La risposta a questa domanda è contenuta in un illuminante paper uscito un anno prima del patto di Parigi e distribuito in Inghilterra da un centro studi di successo (si chiama Policy Network) guidato da uno degli storici teorici della Terza via blairiana: Peter Mandelson. Titolo del paper: In the Black Labour. Sottotitolo: Why fiscal conservatism and social justice go hand-in-hand (Perché conservatorismo fiscale e giustizia sociale vanno a braccetto). Tesi di Anthony Painter e Hopi Sen, autori del paper: dimostrare perché, per i progressisti, utilizzare come collante politico la retorica dell’anti austerità sarebbe stata una semplice follia. E il ragionamento che viene fatto a livello europeo dagli estensori del paper è simile a quello che potrebbe essere fatto in Italia per illustrare le conseguenze dell’antiberlusconismo: la trasformazione della politica dell’«anti» nel principale tratto identitario della sinistra ha funzionato come una droga e, mentre si illudeva di aver offerto alla sinistra un mastice per tenere insieme elettori e alleati, non dava però la possibilità di comprendere la complessità del nuovo contesto storico all’interno del quale la sinistra continua inevitabilmente a fornire risposte simili a quelle del passato. Un contesto in cui, scrive Policy Network, la sinistra deve anche fare i conti con un nuovo modello di Stato sociale: «a social democracy with less money», una democrazia sociale con meno soldi di un tempo. Dove lo Stato non può continuare a portare avanti la politica della lagna, del «per favore dateci più soldi», ma deve imparare la politica dell’«enterprising state». Ovvero di uno Stato imprenditore che mira a fare riforme evitando l’aumento della spesa pubblica. E inserendo il suo percorso all’interno di una nuova cornice che tiene conto dell’idea che le risorse sono limitate, che in giro ci sono meno soldi, che per questo i soldi devono arrivare non con nuove tasse ma con le giuste riforme in grado di garantire una sana crescita, e che non esiste modo migliore per garantire l’equità se non quello di puntare su riforme che possano aiutare a sconfiggere tutte le ingiustizie sociali. Insomma, siamo sempre lì. Sempre allo stesso problema. Sempre alla stessa immagine. Tesoro, non so come dirtelo, ma il latte è finito.
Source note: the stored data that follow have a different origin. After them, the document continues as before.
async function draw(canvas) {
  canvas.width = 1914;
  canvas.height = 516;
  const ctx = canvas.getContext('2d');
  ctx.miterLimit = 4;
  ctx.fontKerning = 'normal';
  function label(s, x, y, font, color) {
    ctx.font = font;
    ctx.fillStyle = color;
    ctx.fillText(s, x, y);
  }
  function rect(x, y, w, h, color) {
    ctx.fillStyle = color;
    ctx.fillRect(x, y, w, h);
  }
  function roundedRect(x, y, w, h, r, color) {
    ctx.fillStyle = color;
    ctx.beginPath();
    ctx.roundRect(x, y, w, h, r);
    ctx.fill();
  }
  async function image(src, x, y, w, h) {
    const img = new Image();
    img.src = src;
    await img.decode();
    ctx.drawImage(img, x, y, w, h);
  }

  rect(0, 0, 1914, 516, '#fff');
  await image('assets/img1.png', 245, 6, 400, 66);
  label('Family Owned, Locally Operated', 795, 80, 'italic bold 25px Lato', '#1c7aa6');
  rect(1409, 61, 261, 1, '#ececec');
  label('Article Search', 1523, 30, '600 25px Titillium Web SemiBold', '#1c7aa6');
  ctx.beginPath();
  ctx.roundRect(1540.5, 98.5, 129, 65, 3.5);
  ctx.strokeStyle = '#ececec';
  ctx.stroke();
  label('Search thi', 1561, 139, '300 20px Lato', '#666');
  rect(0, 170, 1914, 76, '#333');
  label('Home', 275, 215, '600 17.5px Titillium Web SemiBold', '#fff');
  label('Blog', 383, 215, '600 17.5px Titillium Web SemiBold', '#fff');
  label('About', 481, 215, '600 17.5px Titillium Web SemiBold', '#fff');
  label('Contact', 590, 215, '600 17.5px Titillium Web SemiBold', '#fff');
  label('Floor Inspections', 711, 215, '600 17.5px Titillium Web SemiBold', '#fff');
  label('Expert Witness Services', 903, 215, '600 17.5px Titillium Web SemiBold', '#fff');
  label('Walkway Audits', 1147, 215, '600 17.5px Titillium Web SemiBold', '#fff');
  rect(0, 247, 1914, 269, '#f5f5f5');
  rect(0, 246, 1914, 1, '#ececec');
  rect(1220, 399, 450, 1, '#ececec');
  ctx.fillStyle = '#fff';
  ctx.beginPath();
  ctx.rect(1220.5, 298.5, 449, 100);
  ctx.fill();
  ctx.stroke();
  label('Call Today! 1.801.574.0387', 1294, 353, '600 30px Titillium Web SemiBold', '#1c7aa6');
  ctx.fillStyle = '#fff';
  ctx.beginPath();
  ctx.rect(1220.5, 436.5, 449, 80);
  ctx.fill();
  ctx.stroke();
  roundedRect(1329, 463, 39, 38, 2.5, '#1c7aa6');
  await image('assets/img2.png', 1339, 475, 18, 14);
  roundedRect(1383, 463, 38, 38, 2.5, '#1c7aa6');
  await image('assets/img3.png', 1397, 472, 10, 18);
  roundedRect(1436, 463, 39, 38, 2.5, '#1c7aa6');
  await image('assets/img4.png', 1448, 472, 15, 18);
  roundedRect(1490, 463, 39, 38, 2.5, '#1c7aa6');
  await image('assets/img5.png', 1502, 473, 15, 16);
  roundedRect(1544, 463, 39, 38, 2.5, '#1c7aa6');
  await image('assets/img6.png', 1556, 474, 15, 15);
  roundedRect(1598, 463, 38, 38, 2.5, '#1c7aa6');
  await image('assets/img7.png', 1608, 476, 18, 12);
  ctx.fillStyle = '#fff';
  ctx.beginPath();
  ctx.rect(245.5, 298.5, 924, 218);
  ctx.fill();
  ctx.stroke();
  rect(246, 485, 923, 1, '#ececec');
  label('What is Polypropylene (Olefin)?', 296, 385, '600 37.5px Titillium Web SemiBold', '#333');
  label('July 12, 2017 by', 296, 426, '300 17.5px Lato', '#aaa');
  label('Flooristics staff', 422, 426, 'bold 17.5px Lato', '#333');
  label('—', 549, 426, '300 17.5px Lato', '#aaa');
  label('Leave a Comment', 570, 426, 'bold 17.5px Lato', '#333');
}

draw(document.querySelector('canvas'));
«Ok. Sappiamo bene qual è l’obiezione che ci potrebbe essere mossa: siete matti? Voi state chiedendo alla sinistra di sposare alcune policy dei conservatori? Questa è un’obiezione che avrebbe avuto senso in un contesto pre crisi. Ma in una fase storica come questa, caratterizzata da un processo di “zero-budgeting”, di portafogli vuoti, bisogna ammettere che qualsiasi politica redistributiva basata sulla redistribuzione delle risorse non può avere senso perché, molto semplicemente, le risorse da distribuire non ci sono più, e di questo dobbiamo renderci conto anche a costo di dire di “sì” ad alcune delle tradizionali politiche del conservatorismo fiscale» (Anthony Painter e Hopi Sen, «The Guardian», 1° dicembre 2011).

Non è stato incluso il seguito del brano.